◆ **Exercise data**:
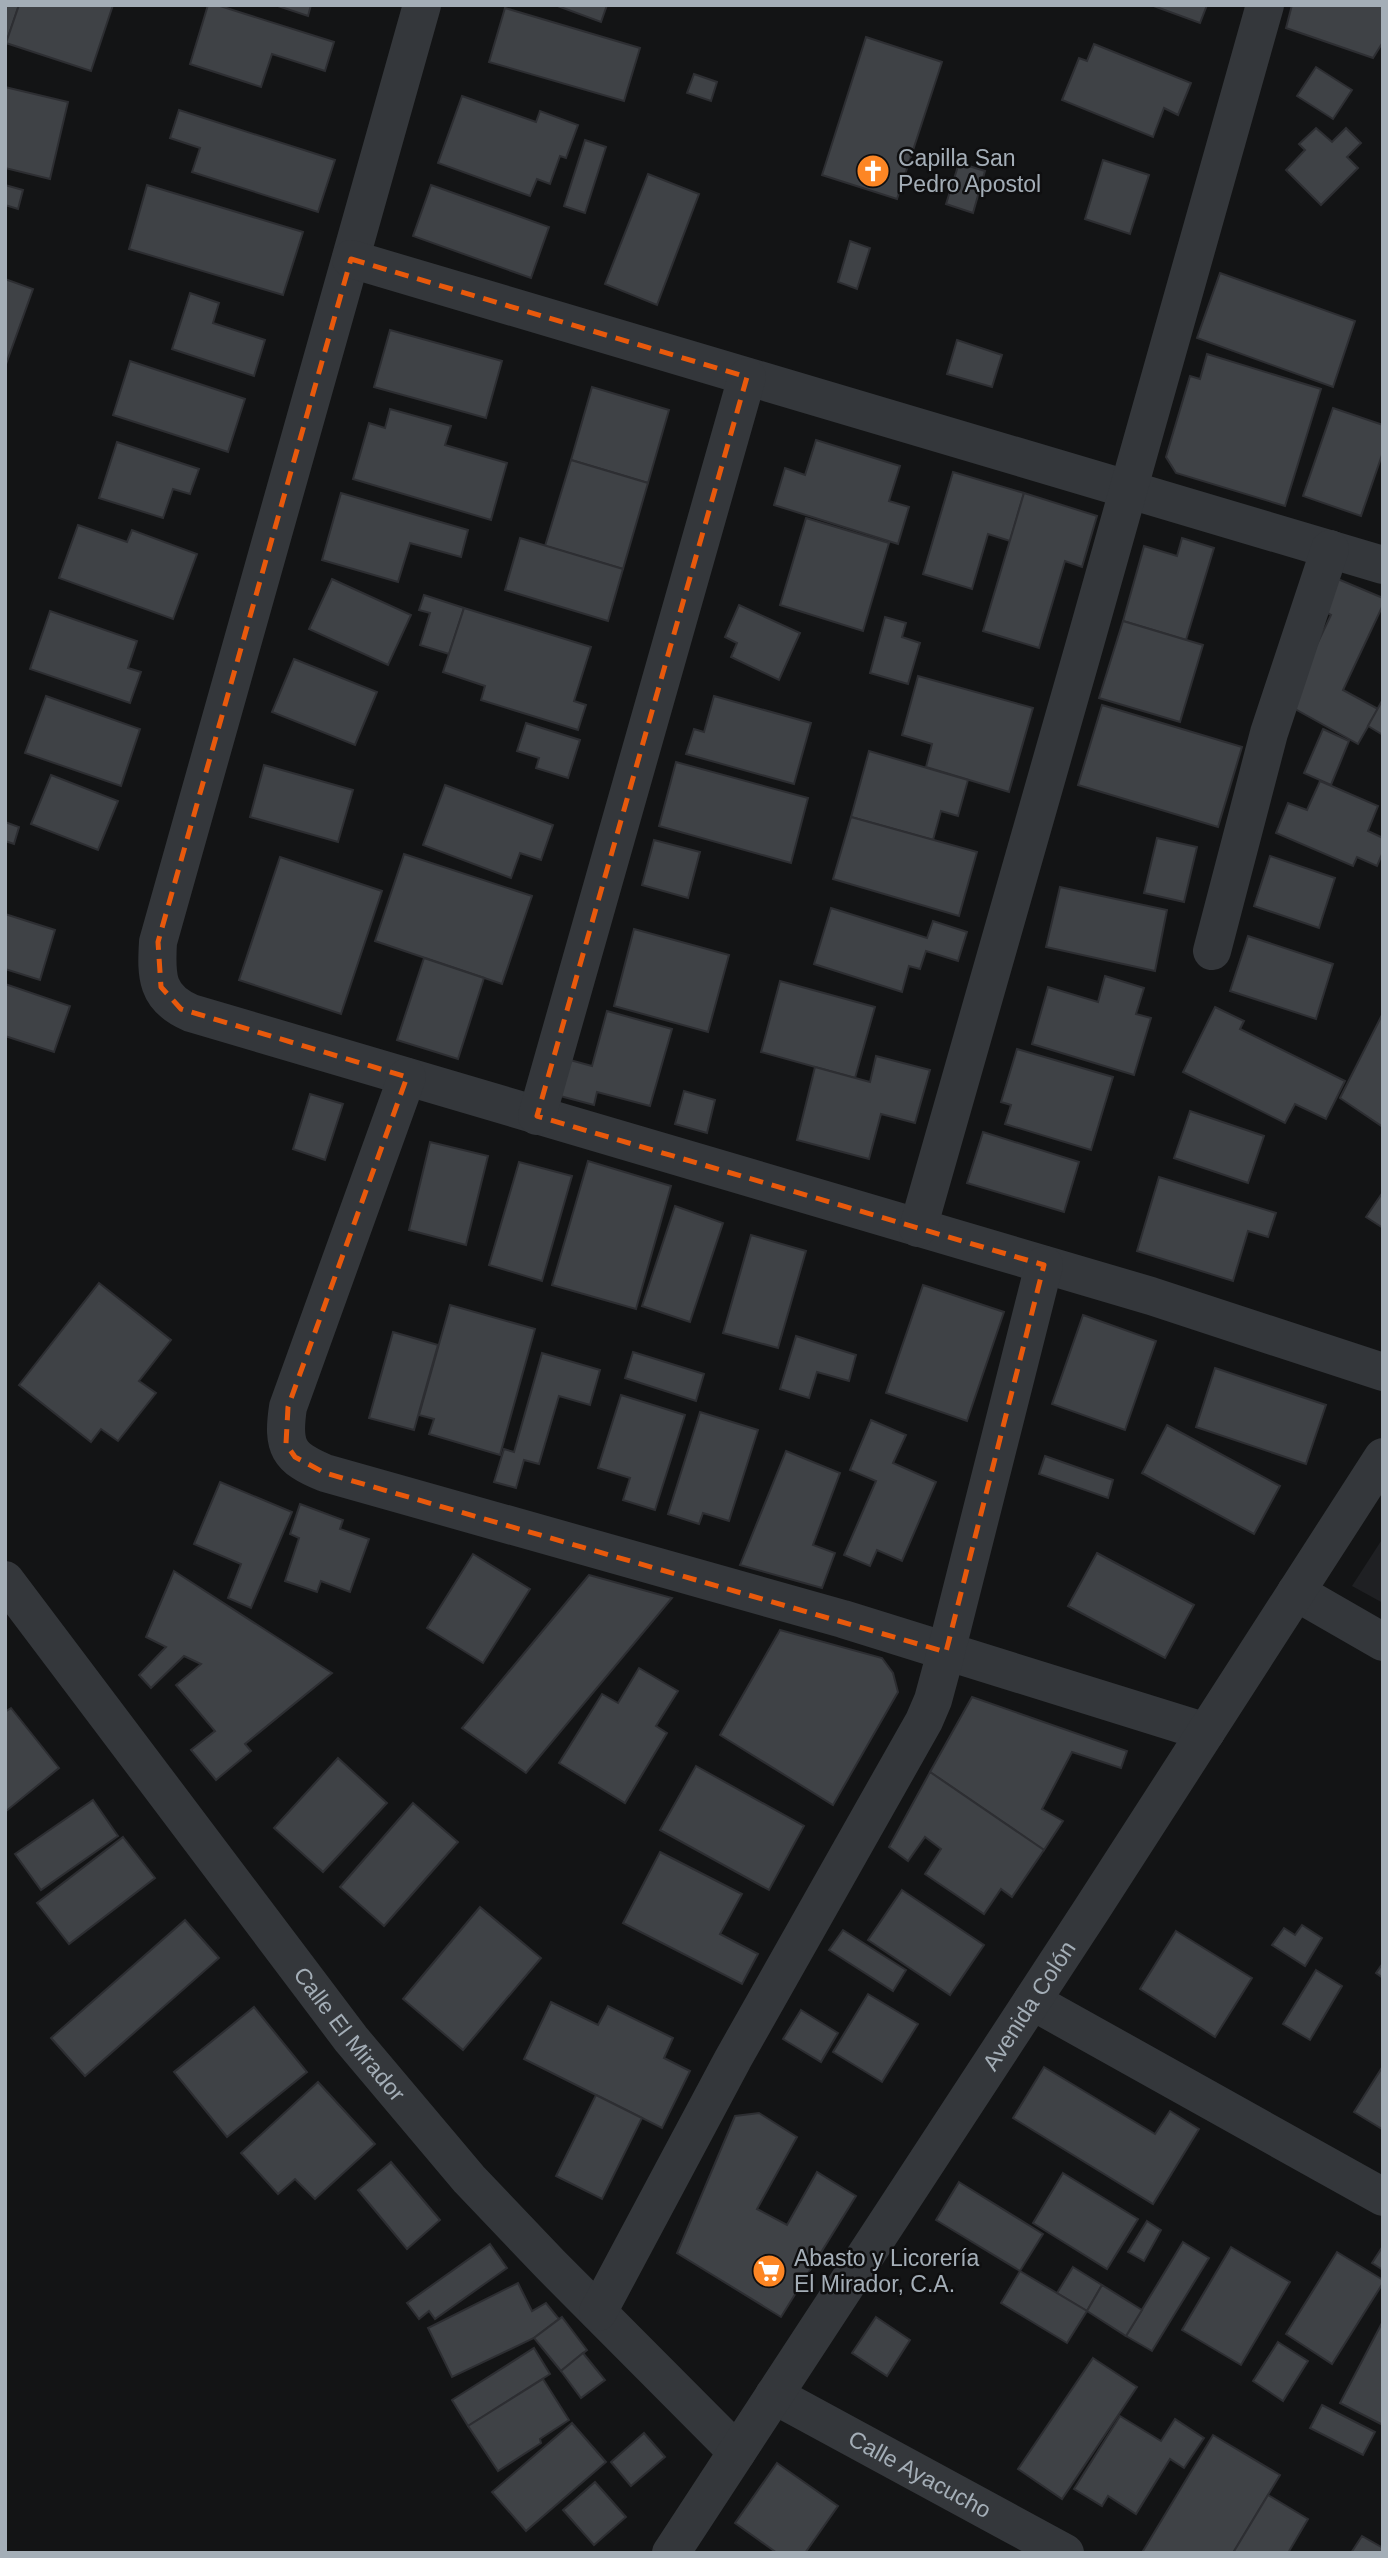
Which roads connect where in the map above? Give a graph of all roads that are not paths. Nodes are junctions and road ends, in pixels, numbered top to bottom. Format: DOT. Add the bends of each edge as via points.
graph roads {
  1 [pos="422,5"];
  2 [pos="1265,5"];
  3 [pos="351,259"];
  4 [pos="747,377"];
  5 [pos="1130,490"];
  6 [pos="1330,549"];
  7 [pos="1383,565"];
  8 [pos="1212,951"];
  9 [pos="407,1077"];
  10 [pos="537,1116"];
  11 [pos="918,1228"];
  12 [pos="1044,1265"];
  13 [pos="1383,1372"];
  14 [pos="1383,1457"];
  15 [pos="5,1580"];
  16 [pos="1296,1592"];
  17 [pos="1383,1642"];
  18 [pos="946,1651"];
  19 [pos="1206,1732"];
  20 [pos="1032,2001"];
  21 [pos="1383,2197"];
  22 [pos="598,2312"];
  23 [pos="774,2395"];
  24 [pos="737,2452"];
  25 [pos="671,2553"];
  26 [pos="1066,2553"];
  1 -- 3 [label="street"];
  2 -- 5 [label="street"];
  3 -- 4 [label="street"];
  3 -- 9 [label="street" via="158,942 157,969 161,986 181,1009"];
  4 -- 5 [label="street"];
  4 -- 10 [label="street"];
  5 -- 6 [label="street"];
  5 -- 11 [label="street"];
  6 -- 7 [label="street"];
  6 -- 8 [label="street" via="1269,733"];
  9 -- 10 [label="street"];
  9 -- 18 [label="street" via="288,1407 286,1444 295,1457 326,1474"];
  10 -- 11 [label="street"];
  11 -- 12 [label="street"];
  12 -- 13 [label="street"];
  12 -- 18 [label="street"];
  14 -- 16 [label="street, Avenida Colón"];
  15 -- 22 [label="street, Calle El Mirador" via="351,2039 469,2179"];
  16 -- 17 [label="street"];
  16 -- 19 [label="street, Avenida Colón"];
  18 -- 19 [label="street"];
  18 -- 22 [label="street" via="933,1700 915,1740 733,2059"];
  19 -- 20 [label="street, Avenida Colón"];
  20 -- 21 [label="street"];
  20 -- 23 [label="street, Avenida Colón"];
  22 -- 24 [label="street, Calle El Mirador"];
  23 -- 24 [label="street, Avenida Colón"];
  23 -- 26 [label="street, Calle Ayacucho"];
  24 -- 25 [label="street, Avenida Colón"];
}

◆ **Task statement**: Any picture found in the data is to be skipped while the rest is copied exactly.

◆ **Answer for the task**:
Which roads connect where in the map above? Give a graph of all roads that are not paths. Nodes are junctions and road ends, in pixels, numbered top to bottom. Format: DOT. Add the bends of each edge as via points.
graph roads {
  1 [pos="422,5"];
  2 [pos="1265,5"];
  3 [pos="351,259"];
  4 [pos="747,377"];
  5 [pos="1130,490"];
  6 [pos="1330,549"];
  7 [pos="1383,565"];
  8 [pos="1212,951"];
  9 [pos="407,1077"];
  10 [pos="537,1116"];
  11 [pos="918,1228"];
  12 [pos="1044,1265"];
  13 [pos="1383,1372"];
  14 [pos="1383,1457"];
  15 [pos="5,1580"];
  16 [pos="1296,1592"];
  17 [pos="1383,1642"];
  18 [pos="946,1651"];
  19 [pos="1206,1732"];
  20 [pos="1032,2001"];
  21 [pos="1383,2197"];
  22 [pos="598,2312"];
  23 [pos="774,2395"];
  24 [pos="737,2452"];
  25 [pos="671,2553"];
  26 [pos="1066,2553"];
  1 -- 3 [label="street"];
  2 -- 5 [label="street"];
  3 -- 4 [label="street"];
  3 -- 9 [label="street" via="158,942 157,969 161,986 181,1009"];
  4 -- 5 [label="street"];
  4 -- 10 [label="street"];
  5 -- 6 [label="street"];
  5 -- 11 [label="street"];
  6 -- 7 [label="street"];
  6 -- 8 [label="street" via="1269,733"];
  9 -- 10 [label="street"];
  9 -- 18 [label="street" via="288,1407 286,1444 295,1457 326,1474"];
  10 -- 11 [label="street"];
  11 -- 12 [label="street"];
  12 -- 13 [label="street"];
  12 -- 18 [label="street"];
  14 -- 16 [label="street, Avenida Colón"];
  15 -- 22 [label="street, Calle El Mirador" via="351,2039 469,2179"];
  16 -- 17 [label="street"];
  16 -- 19 [label="street, Avenida Colón"];
  18 -- 19 [label="street"];
  18 -- 22 [label="street" via="933,1700 915,1740 733,2059"];
  19 -- 20 [label="street, Avenida Colón"];
  20 -- 21 [label="street"];
  20 -- 23 [label="street, Avenida Colón"];
  22 -- 24 [label="street, Calle El Mirador"];
  23 -- 24 [label="street, Avenida Colón"];
  23 -- 26 [label="street, Calle Ayacucho"];
  24 -- 25 [label="street, Avenida Colón"];
}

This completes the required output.